Saturday, January 12, 2008

G-d Has a Sense of Humor

We were away for dinner Friday night and the conversation among the women turned to, what else, shidduchim. All the women at the table have been involved, in one way or another, in trying to red shidduchim. Two of the women mentioned that they were going to be making sheva brochos before Pesach and mentioned the name of the choson. I immediately said mazel tov as this was someone I had tried to fix up on many occasions. I casually asked who the kallah was and then my mouth fell open at the answer. The other women at the table laughed. Every one of us had attempted at some point to fix up the new choson with the girl who was now his kallah. He had never been interested enough to let "strangers" fix him up to even ask who the girl we had in mind was.

So how did they meet? His mother, who had obviously known the girl's name from all of us, somehow found out that one of her friends was a cousin to the girl. She and the cousin conspired to have the girl come for shabbos to visit her cousin. And the cousin invited the boy's family for a meal on shabbos. Boy saw girl and boy decided there was something to look at further. And then the boy couldn't get anyone to red the shidduch. The cousin decided that she "didn't see the shidduch" and his mother decided that she couldn't possibly red a shidduch directly. In desperation the boy called one of the women, his mother's friend, from the local shidduch circle and asked if she could do him a favor. By the time the shidduch was finally red the young man was in a sweat of desperation that he would never get to go out with the girl and the more things were delayed, the more he was sure that this shidduch was it.
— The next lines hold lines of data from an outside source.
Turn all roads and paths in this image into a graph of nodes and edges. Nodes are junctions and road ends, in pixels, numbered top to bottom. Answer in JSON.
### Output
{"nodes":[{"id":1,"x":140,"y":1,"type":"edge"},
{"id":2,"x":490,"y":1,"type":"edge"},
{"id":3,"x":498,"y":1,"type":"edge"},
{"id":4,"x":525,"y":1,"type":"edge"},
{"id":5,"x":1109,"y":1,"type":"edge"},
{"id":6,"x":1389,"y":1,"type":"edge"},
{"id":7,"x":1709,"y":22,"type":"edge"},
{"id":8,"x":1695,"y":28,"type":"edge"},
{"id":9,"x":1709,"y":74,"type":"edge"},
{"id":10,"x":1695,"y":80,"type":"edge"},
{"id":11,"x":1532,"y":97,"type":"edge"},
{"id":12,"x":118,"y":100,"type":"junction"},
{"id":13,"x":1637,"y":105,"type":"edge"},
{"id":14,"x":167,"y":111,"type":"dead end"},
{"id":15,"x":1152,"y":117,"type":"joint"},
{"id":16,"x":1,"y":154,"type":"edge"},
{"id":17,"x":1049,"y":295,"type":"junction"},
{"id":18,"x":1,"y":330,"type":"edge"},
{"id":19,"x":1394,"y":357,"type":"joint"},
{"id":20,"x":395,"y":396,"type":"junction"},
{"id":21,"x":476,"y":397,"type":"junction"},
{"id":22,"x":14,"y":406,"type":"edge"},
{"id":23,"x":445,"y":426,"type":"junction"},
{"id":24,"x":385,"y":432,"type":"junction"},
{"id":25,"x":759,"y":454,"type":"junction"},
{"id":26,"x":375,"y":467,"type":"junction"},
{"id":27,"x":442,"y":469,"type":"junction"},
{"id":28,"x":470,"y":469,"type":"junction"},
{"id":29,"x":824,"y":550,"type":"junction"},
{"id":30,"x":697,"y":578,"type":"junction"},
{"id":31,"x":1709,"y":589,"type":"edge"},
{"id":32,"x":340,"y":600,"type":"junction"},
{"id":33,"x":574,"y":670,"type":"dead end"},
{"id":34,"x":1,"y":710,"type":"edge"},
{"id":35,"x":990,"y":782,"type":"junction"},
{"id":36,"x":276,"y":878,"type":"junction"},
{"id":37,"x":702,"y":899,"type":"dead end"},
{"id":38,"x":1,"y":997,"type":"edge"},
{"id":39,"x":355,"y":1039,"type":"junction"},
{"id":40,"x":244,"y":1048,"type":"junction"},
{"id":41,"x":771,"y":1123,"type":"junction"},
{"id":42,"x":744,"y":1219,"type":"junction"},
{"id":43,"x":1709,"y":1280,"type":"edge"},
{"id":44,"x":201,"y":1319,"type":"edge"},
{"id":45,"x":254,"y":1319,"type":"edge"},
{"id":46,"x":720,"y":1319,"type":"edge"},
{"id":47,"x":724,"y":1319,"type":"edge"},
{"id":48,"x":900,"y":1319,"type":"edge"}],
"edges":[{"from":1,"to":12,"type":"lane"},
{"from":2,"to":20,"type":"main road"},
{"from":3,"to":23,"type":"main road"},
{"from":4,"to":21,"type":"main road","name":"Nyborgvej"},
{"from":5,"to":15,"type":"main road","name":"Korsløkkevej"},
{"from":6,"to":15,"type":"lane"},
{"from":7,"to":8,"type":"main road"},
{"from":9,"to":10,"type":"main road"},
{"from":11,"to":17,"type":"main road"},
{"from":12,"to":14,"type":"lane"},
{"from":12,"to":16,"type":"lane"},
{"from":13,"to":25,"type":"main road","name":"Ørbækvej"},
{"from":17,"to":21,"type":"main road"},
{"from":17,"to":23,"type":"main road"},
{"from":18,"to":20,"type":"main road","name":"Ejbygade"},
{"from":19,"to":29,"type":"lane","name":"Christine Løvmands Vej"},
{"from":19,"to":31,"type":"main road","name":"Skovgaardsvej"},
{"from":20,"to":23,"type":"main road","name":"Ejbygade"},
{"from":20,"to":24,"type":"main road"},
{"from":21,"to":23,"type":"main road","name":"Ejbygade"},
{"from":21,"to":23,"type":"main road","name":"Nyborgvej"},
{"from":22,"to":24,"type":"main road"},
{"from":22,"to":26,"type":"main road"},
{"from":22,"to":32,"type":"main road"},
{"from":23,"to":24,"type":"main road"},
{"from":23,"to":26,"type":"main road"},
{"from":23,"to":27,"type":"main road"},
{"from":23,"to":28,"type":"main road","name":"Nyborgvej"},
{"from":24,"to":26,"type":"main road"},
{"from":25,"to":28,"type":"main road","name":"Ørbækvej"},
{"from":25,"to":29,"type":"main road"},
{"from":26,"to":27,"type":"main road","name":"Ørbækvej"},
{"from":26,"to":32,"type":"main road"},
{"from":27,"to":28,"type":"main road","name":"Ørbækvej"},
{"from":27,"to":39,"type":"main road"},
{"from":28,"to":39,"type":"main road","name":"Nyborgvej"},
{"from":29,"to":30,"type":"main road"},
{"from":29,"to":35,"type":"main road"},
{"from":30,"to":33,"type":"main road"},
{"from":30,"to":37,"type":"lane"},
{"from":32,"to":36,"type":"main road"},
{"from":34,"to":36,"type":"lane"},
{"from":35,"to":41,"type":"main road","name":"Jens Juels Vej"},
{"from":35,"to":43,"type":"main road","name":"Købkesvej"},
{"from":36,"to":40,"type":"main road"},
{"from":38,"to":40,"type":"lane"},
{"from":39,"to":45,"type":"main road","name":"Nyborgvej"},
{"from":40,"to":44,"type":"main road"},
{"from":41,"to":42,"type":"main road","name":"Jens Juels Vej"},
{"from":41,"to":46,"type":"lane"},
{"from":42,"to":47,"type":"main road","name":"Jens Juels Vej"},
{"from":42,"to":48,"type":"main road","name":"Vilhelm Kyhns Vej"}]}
Obviously all is well that ends well, and this couple that so many of us thought should get together have indeed gotten together. At the l'chaim, the two women who are giving the sheva brochas gave the choson mazel tov and also casually dropped into the conversation that the kallah was the girl they had wanted to fix him up with. As they described it, "his eyes bugged out" as he realized that those "strangers" who had wanted to fix him up just might have known what they were talking about.

No, not every shidduch a stranger presents to you will work out like this shidduch did. But then, you don't need every shidduch red to work out--you only need one to do so. Even if your mother or your cousin reds you a shidduch, just where do you think they got the person from? In all likelihood from a stranger.

You might want to remind yourself, the next time you are about to turn down a shidduch red by someone who "doesn't know you," that their knowing you is not all that important, since
G-d does, and G-d clearly has a sense of humor when it comes to shidduchim.

5 comments:

Anonymous said...

Think I can top your story. My parents had 3 of us in the parsha at once and it was making my mother crazy. She was making and getting million of phone calls. My sister turned down one shidduch that came from our dentist's wife's brother's nephew's sister in law's babysitter's uncle sort of. Since we didn't really know the shadchan and the shadchan didn't really know the boy no one wanted to start with the shidduch. A different boy that a friend read to her she said she would go out with. Somehow my mom mixed up her notes and the names of the boys and my sister ended up going out with the boy from the complete stranger. She thought he was a great boy but not for her so she asked him if he would mind if she fixed him up with her sister, me. 11 years married. Funny things happen on the way to a shidduch.

Anonymous said...

And maybe after I'm married I'll see the humor in all of this. Not laughing now.

Anonymous said...

It took my roommate and me 6 months to get comfortable enough to discuss anything sort of personal and you want me to spill my gutts about myself to a stranger? Not going to happen.

Anonymous said...

Kallah in this story is sort of a cousin of mine and every aunt and woman in the family is having a great time telling the story to all of us guys that are still single. Please, no more! We get it!

Anonymous said...

Big difference though between strange and stranger. I don't mind the strangers who suggest something for me. But some of those strangers are just too strange to deal with.